And Farrar concludes in a tranquil spirit [abridged]: “Meanwhile, the reader who feels troubled lest it should be his duty also to forsake all the conditions of his life and to take up the position and work of a common laborer, may rest for the present on the principle, SECURUS JUDICAT ORBIS TERRARUM. [translation: The whole world judges right].” [Tolstoy, although an aristocrat by birth and already a famous author in Russia, Europe and abroad, did this very thing having experienced what is referred to as a ‘conversion’ which led him onward toward a religious, Christian path and to produce works such as the one studied, in part, here].

Farrar continues, “With few and rare exceptions the whole of Christendom, from the days of the Apostles down to our own, has come to the firm conclusion that it was the object of Christ to lay down great eternal principles. But, not to disturb the bases and revolutionize the institutions of all of human society, which also rest on divine sanctions as well as on inevitable conditions. Were it my object to prove how untenable is the [Christian] doctrine which can be interpreted only on historical principles in accordance with the whole method of the teaching of Jesus, it would require an ampler canvas than I have here at my disposal.”

What a pity he has not an “ampler canvas at his disposal!” And what a strange thing it is that for all these last fifteen centuries no one has had a “canvas ample enough” to prove that Christ, whom we profess to believe in, says something utterly unlike what he does say! Still, they could prove it if they wanted to. But it is not worthwhile to prove what everyone supposedly knows; is it enough to say, SECURUS JUDICAT ORBIS TERRARUM?

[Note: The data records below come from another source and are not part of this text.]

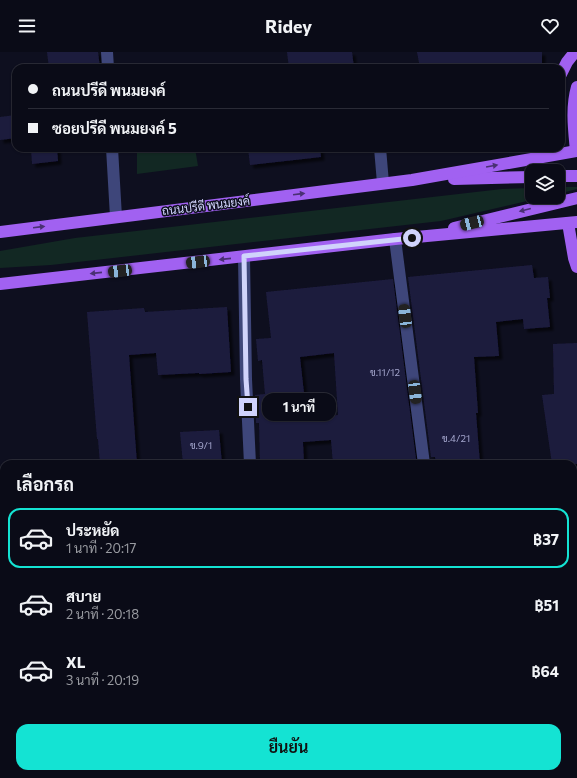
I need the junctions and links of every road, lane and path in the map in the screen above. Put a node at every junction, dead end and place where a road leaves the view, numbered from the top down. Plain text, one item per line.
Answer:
1 (107, 52) edge
2 (575, 52) edge
3 (108, 64) edge
4 (565, 66) edge
5 (577, 87) edge
6 (577, 151) edge
7 (112, 152) edge
8 (380, 152) edge
9 (555, 152) edge
10 (565, 152) edge
11 (565, 176) edge
12 (577, 176) edge
13 (525, 177) edge
14 (412, 180) junction
15 (383, 183) junction
16 (577, 198) edge
17 (116, 217) junction
18 (572, 222) edge
19 (0, 232) edge
20 (412, 238) junction
21 (395, 239) junction
22 (244, 256) junction
23 (577, 267) edge
24 (0, 284) edge
25 (250, 460) edge
26 (423, 460) edge

1 - 3 street
2 - 4 main road
5 - 6 main road
6 - 10 main road, ถนนปรีดี พนมยงค์
7 - 17 street
8 - 15 street
14 -> 9 main road, ถนนปรีดี พนมยงค์
11 - 12 main road
13 - 14 main road, ถนนปรีดี พนมยงค์
14 - 15 main road, ถนนปรีดี พนมยงค์
17 -> 15 main road, ถนนปรีดี พนมยงค์
16 -> 20 main road
19 -> 17 main road, ถนนปรีดี พนมยงค์
18 - 20 main road
18 - 23 main road
20 - 21 main road
21 - 22 main road
21 - 26 street
22 -> 24 main road
22 - 25 street

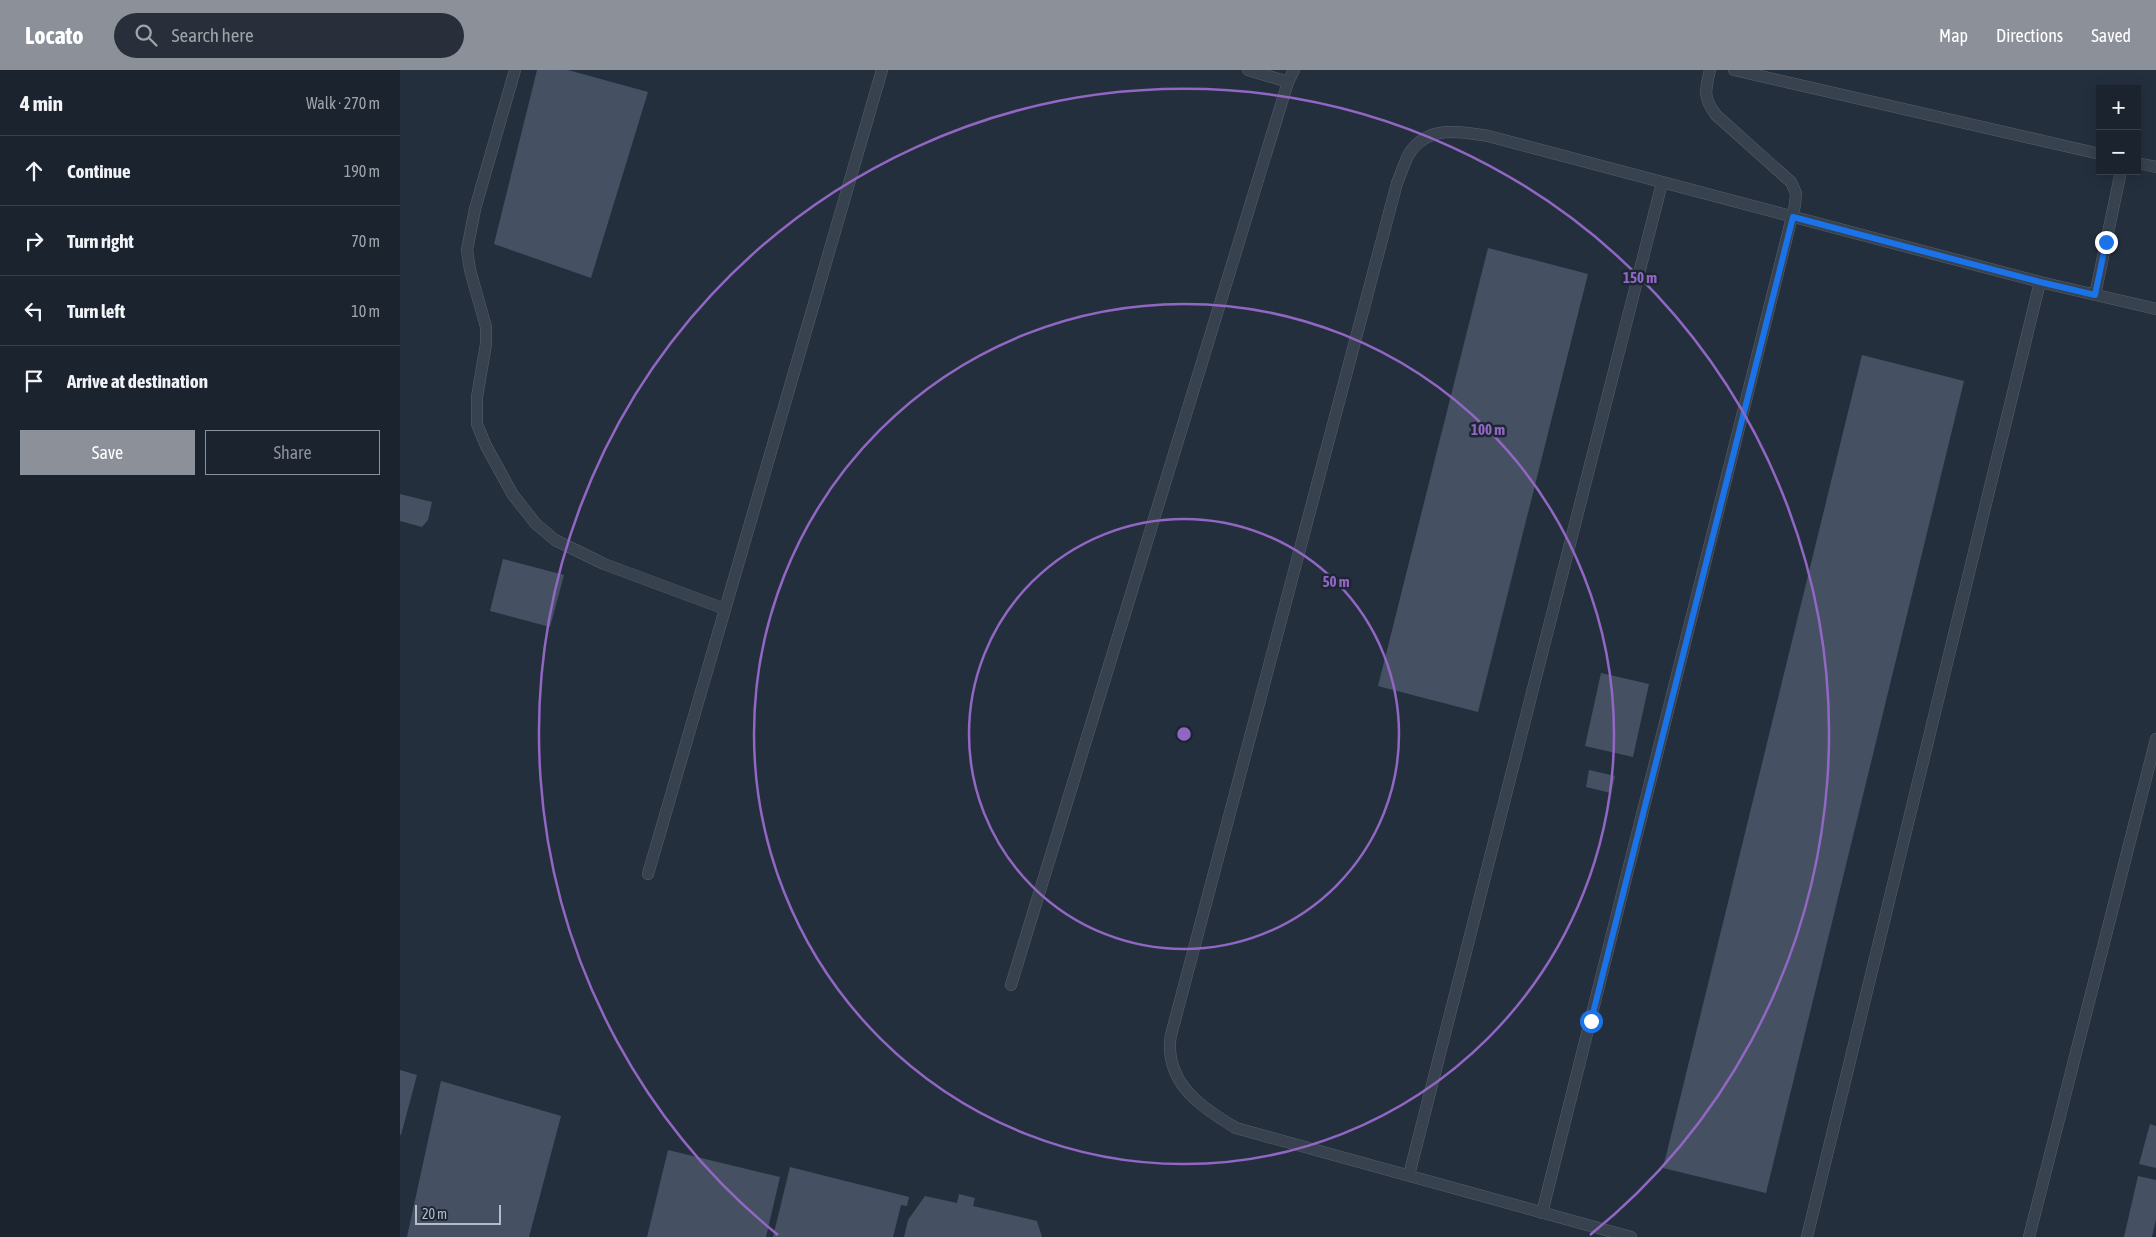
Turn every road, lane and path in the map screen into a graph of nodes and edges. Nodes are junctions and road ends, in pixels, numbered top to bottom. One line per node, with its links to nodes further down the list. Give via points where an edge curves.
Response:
1 (515, 70): 17 (lane, via 467,250 486,327 477,424 513,495 536,524 555,540 604,564)
2 (882, 70): 17 (lane)
3 (1248, 70): 7 (lane)
4 (1294, 70): 7 (lane)
5 (1710, 70): 13 (lane, via 1706,89 1709,105 1791,182 1796,193)
6 (1734, 70): 8 (lane)
7 (1288, 82): 20 (lane)
8 (2096, 153)
9 (2141, 164): 10 (lane)
10 (2156, 167)
11 (2120, 175): 15 (lane)
12 (1662, 183): 13 (lane); 21 (lane); 21 (lane, via 1456,130 1425,137 1410,153 1397,183 1174,1020 1170,1044 1173,1066 1183,1088 1204,1109 1236,1128)
13 (1793, 217): 14 (lane); 22 (lane)
14 (2040, 282): 15 (lane); 24 (lane)
15 (2095, 295): 16 (lane)
16 (2156, 309)
17 (725, 609): 19 (lane)
18 (2156, 738): 25 (lane)
19 (648, 874)
20 (1011, 985)
21 (1409, 1176): 22 (lane)
22 (1542, 1213): 23 (lane)
23 (1631, 1237)
24 (1807, 1237)
25 (2029, 1237)

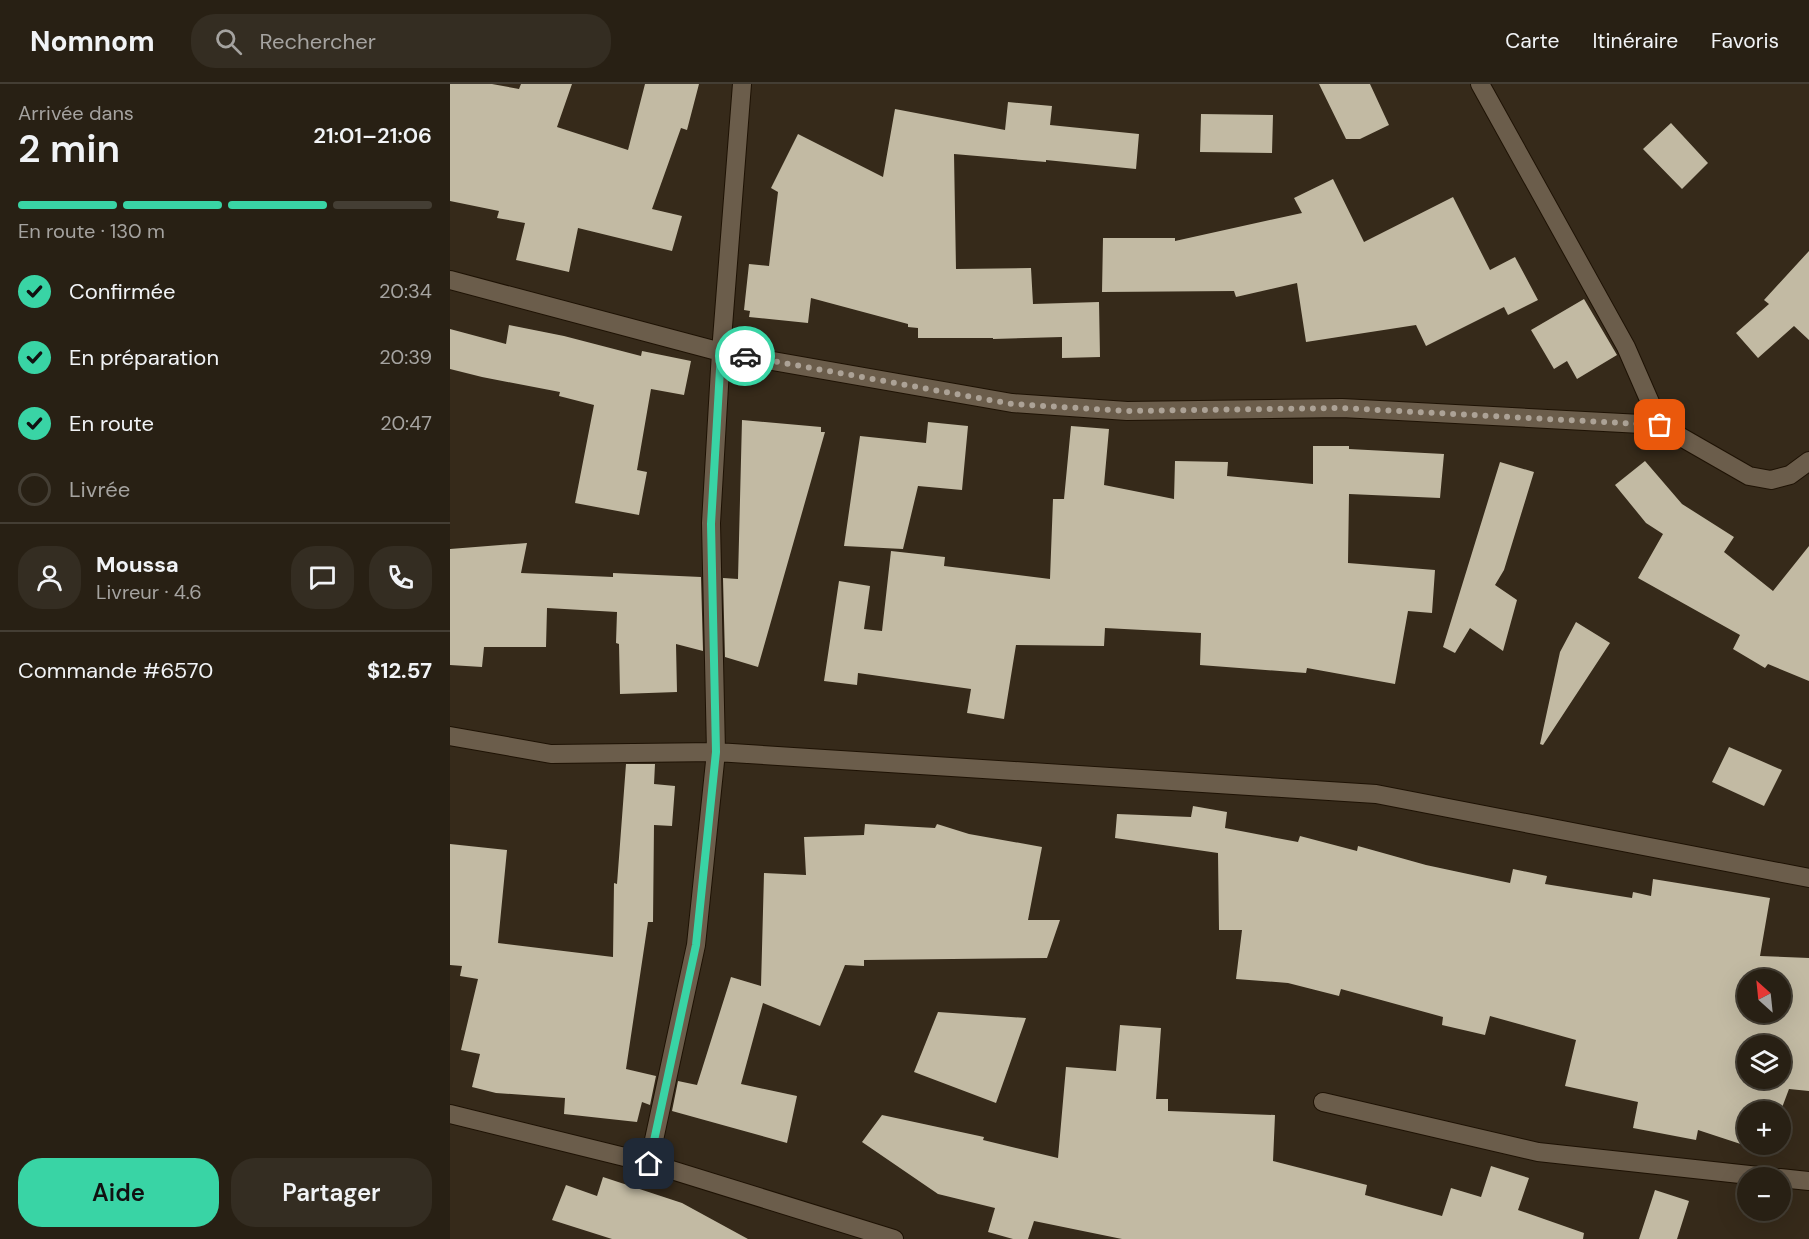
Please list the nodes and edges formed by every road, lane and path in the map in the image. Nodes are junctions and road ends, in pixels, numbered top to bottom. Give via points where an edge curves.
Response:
1 (742, 84) edge
2 (1480, 84) edge
3 (450, 280) edge
4 (721, 352) junction
5 (1660, 425) junction
6 (1809, 461) edge
7 (450, 736) edge
8 (716, 752) junction
9 (1809, 878) edge
10 (1323, 1102) dead end
11 (450, 1114) edge
12 (649, 1164) junction
13 (1737, 1173) edge
14 (1791, 1179) edge
15 (1809, 1181) edge
16 (894, 1239) edge

1 - 4 street
2 - 5 street via 1626,347
3 - 4 street
4 - 5 street via 1012,404 1127,411 1342,408
4 - 8 street via 711,524
5 - 6 street via 1749,476 1771,480 1790,475
7 - 8 street via 551,754
8 - 9 street via 1376,794
8 - 12 street via 696,945
10 - 13 street via 1538,1152
11 - 12 street
12 - 16 street
14 - 15 street

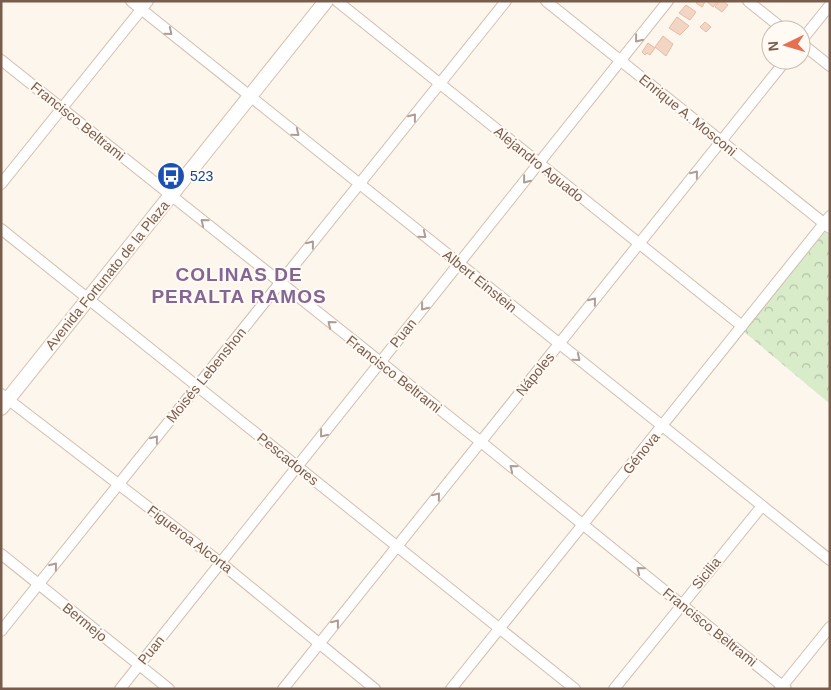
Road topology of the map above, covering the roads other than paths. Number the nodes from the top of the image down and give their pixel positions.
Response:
1 (131, 1) edge
2 (326, 1) edge
3 (337, 1) edge
4 (506, 1) edge
5 (546, 1) edge
6 (668, 1) edge
7 (748, 1) edge
8 (144, 5) edge
9 (830, 5) edge
10 (772, 20) edge
11 (811, 29) edge
12 (811, 50) edge
13 (1, 60) edge
14 (621, 61) junction
15 (830, 66) edge
16 (778, 70) edge
17 (440, 84) junction
18 (250, 96) junction
19 (62, 108) junction
20 (721, 141) junction
21 (539, 164) junction
22 (1, 184) edge
23 (359, 184) junction
24 (171, 196) junction
25 (828, 223) edge
26 (1, 230) edge
27 (639, 244) junction
28 (459, 264) junction
29 (280, 283) junction
30 (88, 299) junction
31 (742, 326) junction
32 (559, 344) junction
33 (380, 363) junction
34 (197, 386) junction
35 (4, 401) edge
36 (662, 426) junction
37 (481, 442) junction
38 (297, 466) junction
39 (118, 485) junction
40 (762, 506) junction
41 (583, 525) junction
42 (397, 546) junction
43 (1, 554) edge
44 (830, 560) edge
45 (221, 562) junction
46 (39, 584) junction
47 (681, 604) junction
48 (830, 627) edge
49 (500, 628) junction
50 (1, 631) edge
51 (320, 643) junction
52 (139, 665) junction
53 (783, 688) edge
54 (120, 689) edge
55 (169, 689) edge
56 (283, 689) edge
57 (375, 689) edge
58 (452, 689) edge
59 (575, 689) edge
60 (614, 689) edge

1 - 8 street, Albert Einstein
2 - 18 main road, Avenida Fortunato de la Plaza
3 - 17 street, Alejandro Aguado
4 - 17 street, Moisés Lebenshon
5 - 14 street, Enrique A. Mosconi
6 -> 14 street, Puan
7 - 10 street
8 -> 18 street, Albert Einstein
8 - 19 street
9 - 11 street
12 - 15 street
13 - 19 street, Francisco Beltrami
14 - 20 street, Enrique A. Mosconi
14 - 21 street, Puan
16 - 20 street, Nápoles
17 - 21 street, Alejandro Aguado
23 -> 17 street, Moisés Lebenshon
18 -> 23 street, Albert Einstein
18 - 24 main road, Avenida Fortunato de la Plaza
19 - 22 street
19 - 24 street, Francisco Beltrami
20 - 25 street, Enrique A. Mosconi
27 -> 20 street, Nápoles
21 - 27 street, Alejandro Aguado
21 -> 28 street, Puan
23 -> 28 street, Albert Einstein
29 -> 23 street, Moisés Lebenshon
29 -> 24 street, Francisco Beltrami
24 - 30 main road, Avenida Fortunato de la Plaza
25 - 31 street, Génova
26 - 30 street, Pescadores
27 - 31 street, Alejandro Aguado
32 -> 27 street, Nápoles
28 - 32 street, Albert Einstein
28 -> 33 street, Puan
33 -> 29 street, Francisco Beltrami
29 - 34 street, Moisés Lebenshon
30 - 34 street, Pescadores
30 - 35 main road, Avenida Fortunato de la Plaza
31 - 36 street, Génova
32 -> 36 street, Albert Einstein
32 - 37 street, Nápoles
33 - 37 street, Francisco Beltrami
33 -> 38 street, Puan
34 - 38 street, Pescadores
39 -> 34 street, Moisés Lebenshon
35 - 39 street, Figueroa Alcorta
36 - 40 street, Albert Einstein
36 - 41 street, Génova
41 -> 37 street, Francisco Beltrami
42 -> 37 street, Nápoles
38 - 42 street, Pescadores
38 - 45 street, Puan
39 - 45 street, Figueroa Alcorta
46 -> 39 street, Moisés Lebenshon
40 - 44 street, Albert Einstein
40 - 47 street, Sicilia
47 -> 41 street, Francisco Beltrami
41 - 49 street, Génova
42 - 49 street, Pescadores
51 -> 42 street, Nápoles
43 - 46 street, Bermejo
45 - 51 street, Figueroa Alcorta
45 - 52 street, Puan
46 - 50 street, Moisés Lebenshon
46 - 52 street, Bermejo
47 - 53 street, Francisco Beltrami
47 - 60 street, Sicilia
48 - 53 street
49 - 58 street, Génova
49 - 59 street, Pescadores
51 - 56 street, Nápoles
51 - 57 street, Figueroa Alcorta
52 - 54 street, Puan
52 - 55 street, Bermejo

And of this kind, without exception, are all the criticisms of educated believers, who must, as such, understand the danger of their position. The sole escape from it for them lies in their hope that they may be able, by using the authority of the Church, and of their sacred office, to overawe the reader and draw him away from the idea of reading the Gospel for himself and thinking out the question in his own mind for himself. And in this they are successful; for, indeed, how could the notion occur to any one that all that has been repeated from century to century with such earnestness and solemnity by all those archdeacons, bishops, archbishops, and popes, that it is all a calumny [a malicious false statement – slander] upon Christ and a base lie promulgated by them for the sake of keeping safe the money they must have to live luxuriously on the necks of other men? And it is a lie, and so transparent, that the only way of keeping it up consists in overawing people by their earnestness, their conscientiousness.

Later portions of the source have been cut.